Pesquisadores australianos do The George Institute for Global Health concluíram um estudo divulgado recentemente que o aumento do consumo de gordura láctea aparece como um aliado na redução dos riscos de doenças cardiovasculares.

Os cientistas combinaram resultados de um estudo com mais de 4 mil adultos suecos com 17 pesquisas semelhantes realizadas em outros países, e criaram a relação do consumo de gordura presente em laticínios e o risco de doenças cardiovasculares. O país foi escolhido por aparecer como um dos maiores consumidores mundiais de leite e derivados.

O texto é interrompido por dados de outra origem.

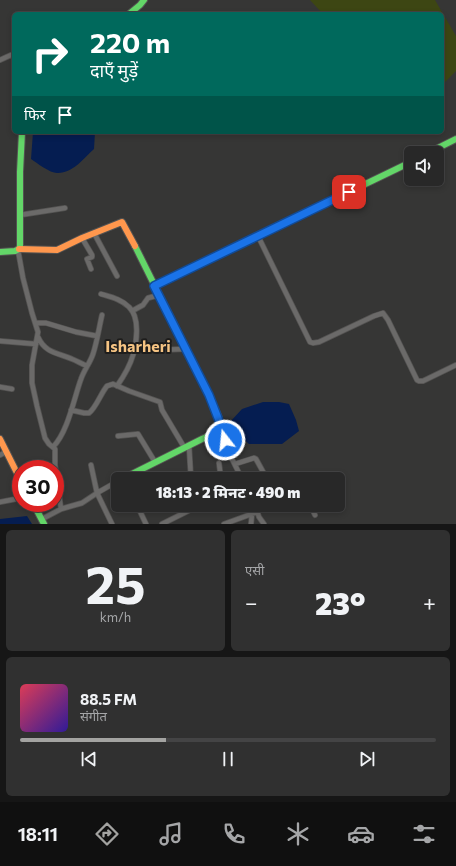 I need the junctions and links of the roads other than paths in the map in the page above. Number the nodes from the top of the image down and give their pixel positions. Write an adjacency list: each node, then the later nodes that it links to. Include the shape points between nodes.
1 (144, 0): 2 (street)
2 (131, 12)
3 (12, 56): 4 (street)
4 (0, 60)
5 (22, 134): 10 (street)
6 (456, 139): 7 (street)
7 (442, 146)
8 (404, 165): 12 (street)
9 (65, 208): 10 (street)
10 (20, 215): 14 (street)
11 (94, 233): 13 (street); 17 (street); 18 (street, via 120,222 124,223)
12 (258, 236): 18 (street); 30 (street, via 310,342 319,342 383,313 417,380 422,381)
13 (82, 238): 14 (street, via 57,250); 16 (street, via 92,255 87,258)
14 (18, 249): 15 (street); 23 (street, via 30,309)
15 (0, 252)
16 (91, 269)
17 (117, 276)
18 (154, 286): 20 (street)
19 (101, 294): 21 (street, via 124,302)
20 (159, 294): 21 (street, via 148,298 143,305); 29 (street)
21 (132, 311): 32 (street, via 137,332 133,355)
22 (102, 315): 24 (street)
23 (36, 323): 24 (street, via 46,323); 25 (street)
24 (97, 336): 31 (street, via 94,352)
25 (38, 337): 27 (street); 31 (street, via 48,350)
26 (0, 341): 27 (street)
27 (36, 344): 40 (street, via 32,382 47,442)
28 (144, 349): 29 (street)
29 (186, 349): 36 (street, via 214,406)
30 (456, 364)
31 (87, 366): 35 (street, via 80,380)
32 (117, 386): 35 (street, via 107,386 89,413); 39 (street, via 160,402 162,410)
33 (0, 387): 34 (street)
34 (12, 389)
35 (72, 410): 40 (street)
36 (222, 430): 39 (street); 47 (street)
37 (118, 436): 44 (street, via 138,434)
38 (0, 439): 41 (street)
39 (186, 446): 44 (street); 50 (street)
40 (53, 447): 43 (street)
41 (6, 452): 42 (street); 45 (street)
42 (0, 455)
43 (55, 460)
44 (155, 462): 49 (street)
45 (12, 463)
46 (218, 463): 51 (street)
47 (235, 464): 52 (street); 53 (street, via 254,458)
48 (91, 465): 55 (street)
49 (137, 472)
50 (190, 472)
51 (220, 472)
52 (239, 472)
53 (264, 472)
54 (111, 485): 55 (street)
55 (97, 493): 58 (street, via 82,503); 67 (street)
56 (12, 500): 57 (street)
57 (0, 502)
58 (64, 508)
59 (38, 512): 66 (street)
60 (57, 512): 66 (street)
61 (140, 512): 68 (street)
62 (186, 512): 69 (street)
63 (314, 512): 65 (street)
64 (255, 513): 70 (street); 71 (street); 72 (street)
65 (315, 515)
66 (43, 522)
67 (112, 524)
68 (146, 524)
69 (162, 524)
70 (224, 524)
71 (251, 524)
72 (264, 524)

Dr. Matti Marklund, do instituto australiano e também da Escola de Saúde Pública John Hopkins Bloomberg e da Universidade de Upsala, entende que o aumento do consumo de leite e derivados no mundo requer uma melhor compreensão dos efeitos disso na saúde das pessoas. Ele acrescenta que muitos estudos convidam as pessoas a anotar a quantidade e tipo de laticínios que estão sendo consumidos, mas, é uma ação imprecisa, uma vez que, os lácteos podem estar presentes na dieta de forma indireta. 

Assim, na nova pesquisa um novo caminho foi feito, “medimos os níveis sanguíneos de certos ácidos graxos, ou ‘blocos de construção’ de gordura que são encontrados em alimentos lácteos, o que dá uma medida mais objetiva da ingestão de gordura láctea que não depende da memória ou da qualidade dos bancos de dados de alimentos”, explicou.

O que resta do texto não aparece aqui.